Louise Giovanelli
Always Different, Always the Same

Louise Giovanelli ‘Always Different, Always the Same’ is an artist’s book that documents an exhibition of site-specific paintings by one of the UK’s most prominent young artists. The publication takes British DJ John Peel's famous description of Manchester-band The Fall, images of the eucharist and contemporary spiritual reverie as its starting point.

With each work in Giovanelli’s series appropriated from a single 1970s film still, in which a young woman is offered bread and wine at the altar from a priest during a Catholic liturgy of the eucharist, the artist’s portraits render a striking yet unnamed cinematic moment open to evocative and provocative interpretation. Religious iconography, art history, contemporary celebrity, drug-taking, sex, personal doubling, and heightened emotional states are referenced, while a connection with reverie and revelation is strengthened by Giovanelli’s use of Entheogen as the title for each painting, a word referring to the use of psychoactive substances that induce alterations in perception for the purpose of spiritual development, having been taken from the Greek Etheos, meaning ‘having a God in one’; ‘possessed’ and ‘divine’.

If the paintings in this book show traces of a distorted hallucinatory process, then they also owe a debt to the related structure of primitive art, the medieval and those of the Proto-Renaissance before the laws of western perspective became entrenched. For example, the artist’s evocative images contain little single point perspective and refer as much to the work of Duccio, Fra Angelico and Piero della Francesca as they do to recently revaluated American ‘self-taught artists’ of the interwar years, such as Morris Hirshfield, whose non-illusionistic spaces use pattern and reference the applied arts.

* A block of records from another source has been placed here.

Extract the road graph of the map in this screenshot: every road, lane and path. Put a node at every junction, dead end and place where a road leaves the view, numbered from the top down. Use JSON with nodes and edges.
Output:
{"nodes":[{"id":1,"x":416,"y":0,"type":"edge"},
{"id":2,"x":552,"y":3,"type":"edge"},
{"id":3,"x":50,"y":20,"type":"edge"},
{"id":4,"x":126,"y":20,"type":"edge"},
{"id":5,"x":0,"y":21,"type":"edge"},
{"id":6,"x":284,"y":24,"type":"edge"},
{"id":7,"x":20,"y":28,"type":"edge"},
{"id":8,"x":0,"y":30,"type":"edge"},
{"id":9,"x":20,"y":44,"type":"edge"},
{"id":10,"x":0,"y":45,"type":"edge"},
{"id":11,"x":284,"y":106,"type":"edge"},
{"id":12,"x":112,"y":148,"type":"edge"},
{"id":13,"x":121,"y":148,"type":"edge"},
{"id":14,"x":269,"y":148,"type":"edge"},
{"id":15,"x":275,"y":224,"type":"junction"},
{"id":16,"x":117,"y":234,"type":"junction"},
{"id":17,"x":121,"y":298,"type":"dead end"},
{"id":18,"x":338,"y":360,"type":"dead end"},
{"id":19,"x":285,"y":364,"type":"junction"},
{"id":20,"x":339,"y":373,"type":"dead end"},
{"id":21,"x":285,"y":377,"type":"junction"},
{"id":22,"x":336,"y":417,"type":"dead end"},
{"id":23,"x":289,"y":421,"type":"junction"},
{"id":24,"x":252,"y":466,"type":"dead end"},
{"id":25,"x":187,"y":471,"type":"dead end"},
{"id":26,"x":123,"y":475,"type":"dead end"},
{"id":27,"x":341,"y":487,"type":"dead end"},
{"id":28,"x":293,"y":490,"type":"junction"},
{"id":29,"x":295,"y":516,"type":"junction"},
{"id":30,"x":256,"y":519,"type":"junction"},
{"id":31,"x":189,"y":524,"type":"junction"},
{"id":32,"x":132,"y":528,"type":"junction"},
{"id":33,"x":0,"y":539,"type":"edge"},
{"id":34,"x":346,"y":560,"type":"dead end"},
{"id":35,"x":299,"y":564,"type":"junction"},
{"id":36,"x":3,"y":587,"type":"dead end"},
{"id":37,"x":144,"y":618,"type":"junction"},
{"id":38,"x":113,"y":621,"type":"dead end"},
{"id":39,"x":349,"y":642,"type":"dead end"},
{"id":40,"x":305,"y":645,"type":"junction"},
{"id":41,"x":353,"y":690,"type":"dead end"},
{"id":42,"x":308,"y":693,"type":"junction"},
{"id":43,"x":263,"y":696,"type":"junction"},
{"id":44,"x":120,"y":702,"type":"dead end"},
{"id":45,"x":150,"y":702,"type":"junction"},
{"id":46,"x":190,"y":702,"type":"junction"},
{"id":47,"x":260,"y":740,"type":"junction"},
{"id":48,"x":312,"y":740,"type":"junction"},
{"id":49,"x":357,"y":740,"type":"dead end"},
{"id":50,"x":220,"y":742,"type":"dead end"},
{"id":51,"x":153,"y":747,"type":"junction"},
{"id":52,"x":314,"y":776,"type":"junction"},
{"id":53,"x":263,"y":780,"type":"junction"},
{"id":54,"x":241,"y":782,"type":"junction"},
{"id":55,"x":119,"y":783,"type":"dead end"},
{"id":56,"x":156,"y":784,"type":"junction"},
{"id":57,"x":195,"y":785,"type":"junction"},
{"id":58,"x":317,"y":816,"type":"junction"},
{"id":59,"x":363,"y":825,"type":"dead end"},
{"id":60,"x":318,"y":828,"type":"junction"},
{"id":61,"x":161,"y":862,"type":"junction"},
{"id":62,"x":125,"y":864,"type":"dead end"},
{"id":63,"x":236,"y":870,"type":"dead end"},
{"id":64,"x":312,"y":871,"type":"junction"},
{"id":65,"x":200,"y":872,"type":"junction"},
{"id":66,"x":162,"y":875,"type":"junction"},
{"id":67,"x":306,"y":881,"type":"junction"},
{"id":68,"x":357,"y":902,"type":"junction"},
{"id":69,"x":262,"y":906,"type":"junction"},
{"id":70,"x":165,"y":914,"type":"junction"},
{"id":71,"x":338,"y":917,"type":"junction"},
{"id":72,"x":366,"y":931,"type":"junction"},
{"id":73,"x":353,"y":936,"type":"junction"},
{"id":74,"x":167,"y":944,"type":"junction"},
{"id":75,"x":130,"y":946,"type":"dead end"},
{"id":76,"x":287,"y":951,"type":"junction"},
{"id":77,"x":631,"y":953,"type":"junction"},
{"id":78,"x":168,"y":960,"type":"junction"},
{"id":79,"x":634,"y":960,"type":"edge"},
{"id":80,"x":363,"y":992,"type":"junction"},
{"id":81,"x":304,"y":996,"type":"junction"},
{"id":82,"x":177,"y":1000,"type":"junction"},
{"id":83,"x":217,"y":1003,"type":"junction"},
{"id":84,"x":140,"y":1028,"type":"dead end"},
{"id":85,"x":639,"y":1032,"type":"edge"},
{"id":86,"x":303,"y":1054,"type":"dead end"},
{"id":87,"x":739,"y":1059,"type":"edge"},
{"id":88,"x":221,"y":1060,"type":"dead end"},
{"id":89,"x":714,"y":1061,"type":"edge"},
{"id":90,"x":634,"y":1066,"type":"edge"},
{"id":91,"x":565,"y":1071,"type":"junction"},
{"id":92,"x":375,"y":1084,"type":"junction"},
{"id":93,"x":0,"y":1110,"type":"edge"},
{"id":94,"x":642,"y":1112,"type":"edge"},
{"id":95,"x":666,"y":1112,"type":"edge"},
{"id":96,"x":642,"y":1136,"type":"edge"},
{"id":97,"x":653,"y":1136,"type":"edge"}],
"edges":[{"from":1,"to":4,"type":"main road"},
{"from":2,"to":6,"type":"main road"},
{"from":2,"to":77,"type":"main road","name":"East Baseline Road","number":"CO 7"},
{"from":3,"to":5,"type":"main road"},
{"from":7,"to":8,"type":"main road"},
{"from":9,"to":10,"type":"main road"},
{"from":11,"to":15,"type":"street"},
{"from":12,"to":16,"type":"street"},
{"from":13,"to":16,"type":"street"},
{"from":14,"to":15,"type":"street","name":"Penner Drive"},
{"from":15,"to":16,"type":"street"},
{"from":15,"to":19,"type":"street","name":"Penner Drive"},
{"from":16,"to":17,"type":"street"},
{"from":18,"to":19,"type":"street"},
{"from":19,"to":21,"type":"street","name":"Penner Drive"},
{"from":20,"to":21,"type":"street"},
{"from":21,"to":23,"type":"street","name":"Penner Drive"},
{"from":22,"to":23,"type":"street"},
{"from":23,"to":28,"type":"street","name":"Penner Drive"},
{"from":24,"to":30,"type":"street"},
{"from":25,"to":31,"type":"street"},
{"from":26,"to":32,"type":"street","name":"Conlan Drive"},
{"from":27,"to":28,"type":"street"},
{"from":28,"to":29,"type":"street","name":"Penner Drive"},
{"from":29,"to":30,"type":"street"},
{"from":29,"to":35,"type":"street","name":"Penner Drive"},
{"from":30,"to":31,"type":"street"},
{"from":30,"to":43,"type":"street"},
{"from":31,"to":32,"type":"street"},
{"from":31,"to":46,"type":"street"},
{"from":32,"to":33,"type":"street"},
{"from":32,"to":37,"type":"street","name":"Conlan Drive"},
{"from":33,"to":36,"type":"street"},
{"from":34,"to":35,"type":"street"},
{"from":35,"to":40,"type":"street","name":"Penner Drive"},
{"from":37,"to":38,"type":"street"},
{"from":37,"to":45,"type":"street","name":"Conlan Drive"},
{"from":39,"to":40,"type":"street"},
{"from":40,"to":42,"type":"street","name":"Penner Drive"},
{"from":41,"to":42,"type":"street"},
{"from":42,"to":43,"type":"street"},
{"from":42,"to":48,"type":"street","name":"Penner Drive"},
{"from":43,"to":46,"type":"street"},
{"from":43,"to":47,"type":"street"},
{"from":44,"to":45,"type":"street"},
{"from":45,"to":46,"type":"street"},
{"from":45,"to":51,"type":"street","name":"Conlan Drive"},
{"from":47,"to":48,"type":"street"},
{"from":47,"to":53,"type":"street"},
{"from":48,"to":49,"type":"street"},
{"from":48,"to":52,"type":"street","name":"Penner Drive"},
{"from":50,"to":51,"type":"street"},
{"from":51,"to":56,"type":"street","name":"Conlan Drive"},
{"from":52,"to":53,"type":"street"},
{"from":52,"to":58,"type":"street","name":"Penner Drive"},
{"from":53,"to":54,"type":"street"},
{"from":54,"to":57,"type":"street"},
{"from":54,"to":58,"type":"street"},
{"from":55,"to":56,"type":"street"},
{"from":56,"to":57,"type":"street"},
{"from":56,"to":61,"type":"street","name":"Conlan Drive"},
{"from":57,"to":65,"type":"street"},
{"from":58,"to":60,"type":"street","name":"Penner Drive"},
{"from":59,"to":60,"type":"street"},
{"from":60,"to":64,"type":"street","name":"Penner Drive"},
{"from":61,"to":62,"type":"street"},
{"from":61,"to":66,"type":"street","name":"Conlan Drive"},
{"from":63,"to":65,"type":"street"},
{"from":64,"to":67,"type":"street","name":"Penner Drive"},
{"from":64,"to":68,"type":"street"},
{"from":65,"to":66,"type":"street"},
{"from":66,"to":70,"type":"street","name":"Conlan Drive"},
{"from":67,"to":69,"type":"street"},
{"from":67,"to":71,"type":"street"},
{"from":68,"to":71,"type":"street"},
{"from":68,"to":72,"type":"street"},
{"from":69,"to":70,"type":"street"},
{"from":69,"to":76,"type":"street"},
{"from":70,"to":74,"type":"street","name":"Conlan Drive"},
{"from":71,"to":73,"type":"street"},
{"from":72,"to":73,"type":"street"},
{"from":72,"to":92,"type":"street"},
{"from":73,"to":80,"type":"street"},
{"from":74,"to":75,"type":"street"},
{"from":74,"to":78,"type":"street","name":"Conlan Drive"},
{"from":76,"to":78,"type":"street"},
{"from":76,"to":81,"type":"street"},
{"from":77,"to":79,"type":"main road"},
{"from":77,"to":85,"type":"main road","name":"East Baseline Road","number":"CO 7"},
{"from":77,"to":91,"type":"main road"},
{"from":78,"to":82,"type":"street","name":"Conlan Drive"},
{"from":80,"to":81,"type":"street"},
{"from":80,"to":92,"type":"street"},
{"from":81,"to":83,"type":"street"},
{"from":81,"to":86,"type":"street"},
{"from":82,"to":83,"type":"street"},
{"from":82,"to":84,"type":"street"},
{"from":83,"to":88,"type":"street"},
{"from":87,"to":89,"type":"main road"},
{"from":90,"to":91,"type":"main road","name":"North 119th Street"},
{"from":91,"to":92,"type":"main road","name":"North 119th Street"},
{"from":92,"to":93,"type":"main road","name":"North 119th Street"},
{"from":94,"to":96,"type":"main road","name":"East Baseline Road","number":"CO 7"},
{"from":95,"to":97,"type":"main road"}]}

Although spiritual energy, sensation, art-history, repetition and difference anchor this project, Giovanelli’s recent works owe as much to her daily life in Manchester as they do her daily act of painting in the city. Currently hailing from Prestwich – the area of Greater Manchester that The Fall’s late Mark E. Smith also called home – the artist cites red brick, gothic architecture, mythic sprites, and local pubs as influences on her work, an example of which comes with the visual vocabulary of Prestwich’s The Church Inn, whose green tiles have led to the same tint in each iteration of Entheogen.

This publication follows the exhibition ‘Always Different, Always the Same’, Moon Grove, Manchester, 23 February to 16 April 2023.

Edited by Louise Giovanelli and Andrew Hunt.

Designed by Textbook Studio.

Softback, 72 pages, 23 colour illustrations, 1 b+w illustration, 150mm x 297mm.

ISBN: 978-1-910516-24-9

Artist’s book printed in a limited run of 300 copies.